Jesus accused with false testimonies.

by K.W. Leslie, 05 April 2023

Mark 14.55-59, Matthew 26.59-61,
Luke 22.66, John 2.18-22.

All my life I’ve heard preachers claim Jesus’s trial wasn’t just irregular, but downright illegal. What basis do they have for saying so? Next to none.

It’s because they interpret history wrong. They point to rulings in the second-century Mishna and the fifth-century Talmud. They assume the first-century Jewish senate actually followed these rulings. They’d be entirely wrong. The Mishna consists of Pharisee rulings and traditions. The Talmud is a Pharisee commentary on the Mishna. Now, who ran the senate in Jesus’s day? The head priests… who were Sadduccees. And the Sadducees believed Pharisee teachings were extrabiblical, which they were; and therefore irrelevant.

So when the Mishna declares trials shouldn’t take place at night (although Luke actually says it took place during daytime Lk 22.66), and declares there shouldn’t be same-day rulings, preachers nowadays declare, “Aha! This proves Jesus’s trial was illegal!” Just the opposite: It proves Sadducees did such things. The Pharisee rulings were created because they objected to the way Sadducees ran things. They were meant to correct what they considered Sadducee injustice. But Sadducee injustice was still legal.

Jesus’s trial convicted an innocent man, so of course we’re gonna agree with Pharisee teachings which claim this was an improper trial. But the teachings are from the wrong time and the wrong people. They don’t apply, much as we’d like ’em to. The Sadducees followed their own procedure properly.

Procedure is still no guarantee there won’t be miscarriages of justice just the same.

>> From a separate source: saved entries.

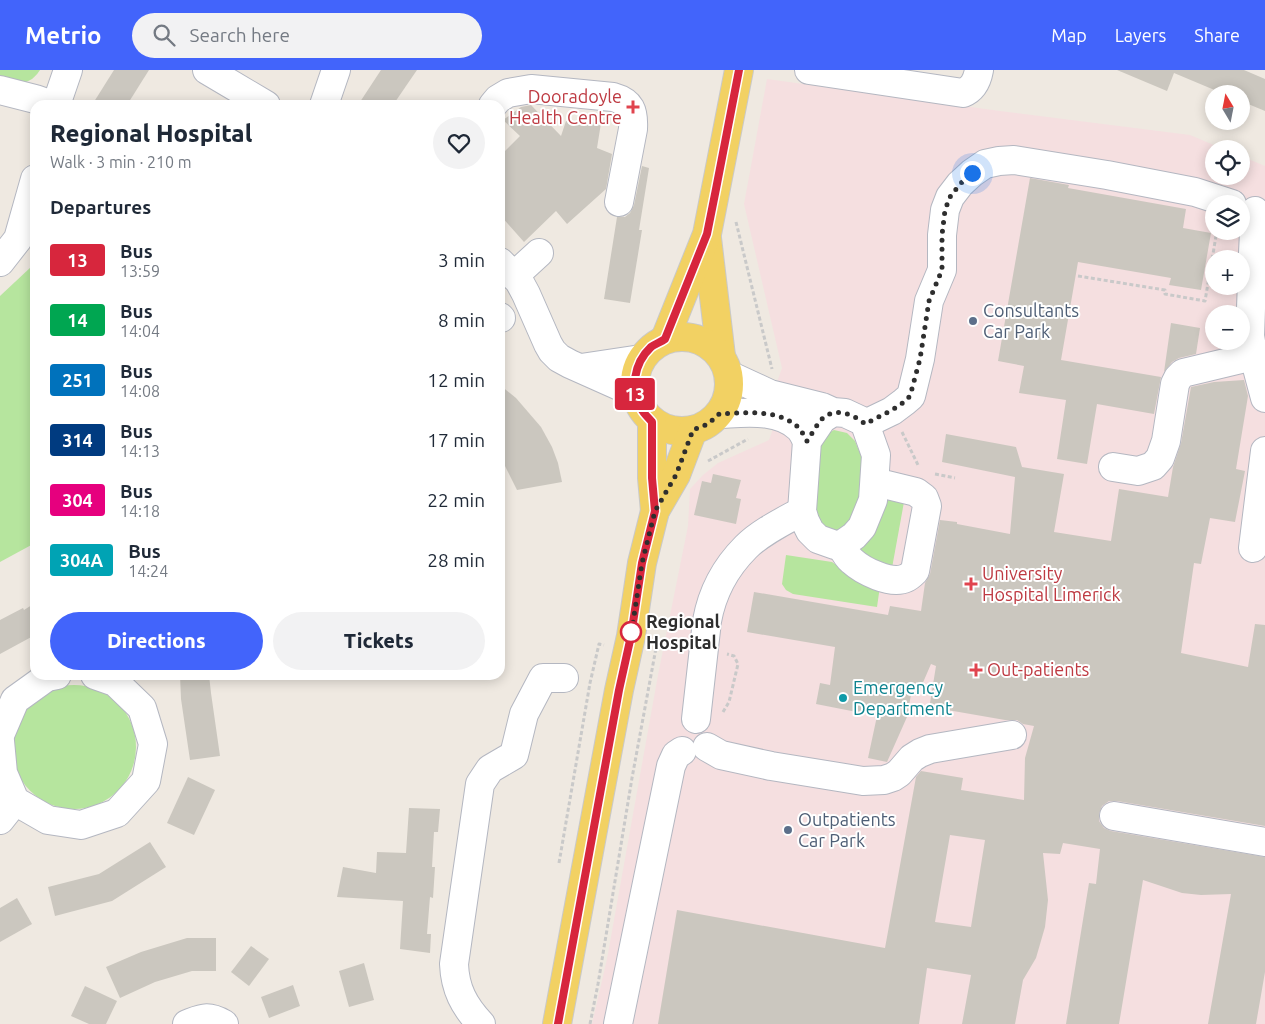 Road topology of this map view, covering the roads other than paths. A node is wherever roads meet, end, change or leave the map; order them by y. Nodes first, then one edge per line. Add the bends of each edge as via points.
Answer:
1 (68, 70) edge
2 (206, 70) edge
3 (336, 70) edge
4 (738, 70) edge
5 (809, 70) edge
6 (979, 70) edge
7 (0, 90) edge
8 (40, 100) edge
9 (56, 100) edge
10 (257, 100) edge
11 (326, 100) edge
12 (497, 100) edge
13 (1205, 195) edge
14 (30, 197) edge
15 (619, 202) dead end
16 (707, 234) junction
17 (1249, 240) edge
18 (539, 253) dead end
19 (0, 262) edge
20 (507, 269) edge
21 (665, 339) junction
22 (1257, 351) edge
23 (641, 359) junction
24 (725, 365) junction
25 (581, 368) junction
26 (635, 392) junction
27 (1265, 398) edge
28 (833, 412) junction
29 (719, 414) junction
30 (652, 422) junction
31 (865, 424) junction
32 (693, 430) junction
33 (807, 441) junction
34 (1265, 451) edge
35 (1113, 467) dead end
36 (875, 482) junction
37 (655, 511) junction
38 (802, 511) junction
39 (841, 545) junction
40 (1253, 548) dead end
41 (564, 678) dead end
42 (42, 680) edge
43 (112, 680) edge
44 (1012, 734) dead end
45 (0, 735) edge
46 (0, 741) edge
47 (694, 749) junction
48 (8, 811) edge
49 (1114, 816) dead end
50 (1265, 842) edge
51 (187, 1024) edge
52 (224, 1024) edge
53 (481, 1024) edge
54 (558, 1024) edge
55 (618, 1024) edge

1 - 9 street
2 - 10 street
3 - 11 street
4 - 16 main road
5 - 6 street via 963,93 974,85
7 - 8 street
12 - 15 street via 508,93 531,89 613,97 628,105 634,117 633,129
13 - 31 street via 1014,160 985,164 960,184 945,210 942,270 929,301 920,359 910,396
14 - 19 street via 18,239
16 - 21 main road
16 - 24 main road
17 - 22 street via 1250,327
18 - 20 street
20 - 25 street via 526,294 552,351
21 - 23 main road via 652,346
21 - 24 main road via 693,337 708,344
22 - 27 street
22 - 35 street via 1183,373 1175,384 1166,441 1160,458 1154,466 1138,471
23 - 25 street
23 - 26 main road via 635,375
24 - 28 street via 770,394
24 - 29 main road via 728,398
25 - 26 street
26 - 30 main road via 642,410
28 - 31 street via 845,413
28 - 33 street via 822,419
29 - 32 main road via 708,424
29 - 33 street via 766,413 791,421
30 - 32 main road via 672,430
30 - 37 main road
31 - 36 street via 876,455
32 - 37 main road via 676,475
33 - 38 street
34 - 40 street
36 - 39 street via 873,500 862,527
36 - 39 street via 916,492 924,498 927,506 915,571 906,578 884,578 852,561
37 - 54 main road via 642,563
38 - 39 street via 810,531 818,539
38 - 47 street via 748,545 717,588 707,621 696,719 684,721 674,736 678,747
41 - 53 street via 543,678 524,714 514,755 490,770 480,784 454,964 459,991
42 - 45 street via 15,700
43 - 48 street via 142,708 153,744 146,781 117,813 82,825
44 - 47 street via 930,749 912,758 893,777 870,781 771,766
46 - 48 street
47 - 55 street via 676,755 671,766
49 - 50 street
51 - 52 street via 205,1018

Well anyway. On to Jesus’s trial.

Luke 22.66 KWL
Once it becomes day, the people’s elders gathered
with the head priests and scribes,
and they lead Jesus into their senate.

Within the temple structure, on the western side, the Judean συνέδριον/synédrion, “senate” (KJV “council,” CSB “Sanhedrin”) met in a stone hall arranged much like the Roman senate: Stone bleachers were arranged in a half-circle so they could all face a throne. In Rome the emperor sat on it. In Jerusalem, the head priest.

For a trial, the Pharisees dictated two scribes should write everything down, though there’s no evidence the Sadducees did any such thing. Scribes and students sat on the floor. Plaintiffs and defendants stood. The Pharisees declared the defendant oughta go first, but in all the trials in Acts, it looks like the reverse happened. Ac 4.5-12, 5.27-32, etc. Either way Jesus didn’t care to say anything, so his accusers went first. And they committed perjury. Yeah, perjury was banned in the Ten Commandments. Dt 5.20 Well, perjurers still show up in court anyway.

Mark and Matthew relate that part of the trial.

Mark 14.55-59 KWL
55 The head priests and the whole senate
are seeking witnesses against Jesus to put him to death,
and are finding no one,
56 for many are perjuring themselves about Jesus,
and the testimonies aren’t alike.
57 Some who stand to perjure themselves about Jesus
were saying 58 this:
“We hear Jesus saying this:
‘I’ll destroy this shrine, made by hand,
and in three days I’ll build another, not made by hand.’ ”
59 And not even this testimony is alike.
 
Matthew 26.59-61 KWL
59 The head priests and the whole senate
are seeking perjurers against Jesus so they might put him to death,
60 and they find nothing,
though many perjurers come.
Two finally come, 61 saying, “This Jesus says,
‘I’m able to destroy God’s shrine
and within three days rebuild it.’ ”

Now you might recall Jesus did say something like this. Wasn’t told correctly, though. We find that story in John.

John 2.18-22 KWL
18 So in reply, the Judeans tell Jesus,
“What sign are you showing us so you can do this?”
19 In reply Jesus tells them, “Break down this shrine.
In three days I’ll re-raise it.”
20 So the Judeans say, “This shrine takes 46 years to build,
and in three days you’ll re-raise it?”
21 Jesus is speaking about the shrine of his body,
22 so when Jesus is raised from the dead,
his students remember he’s saying this,
and believe the scriptures, and the word Jesus says.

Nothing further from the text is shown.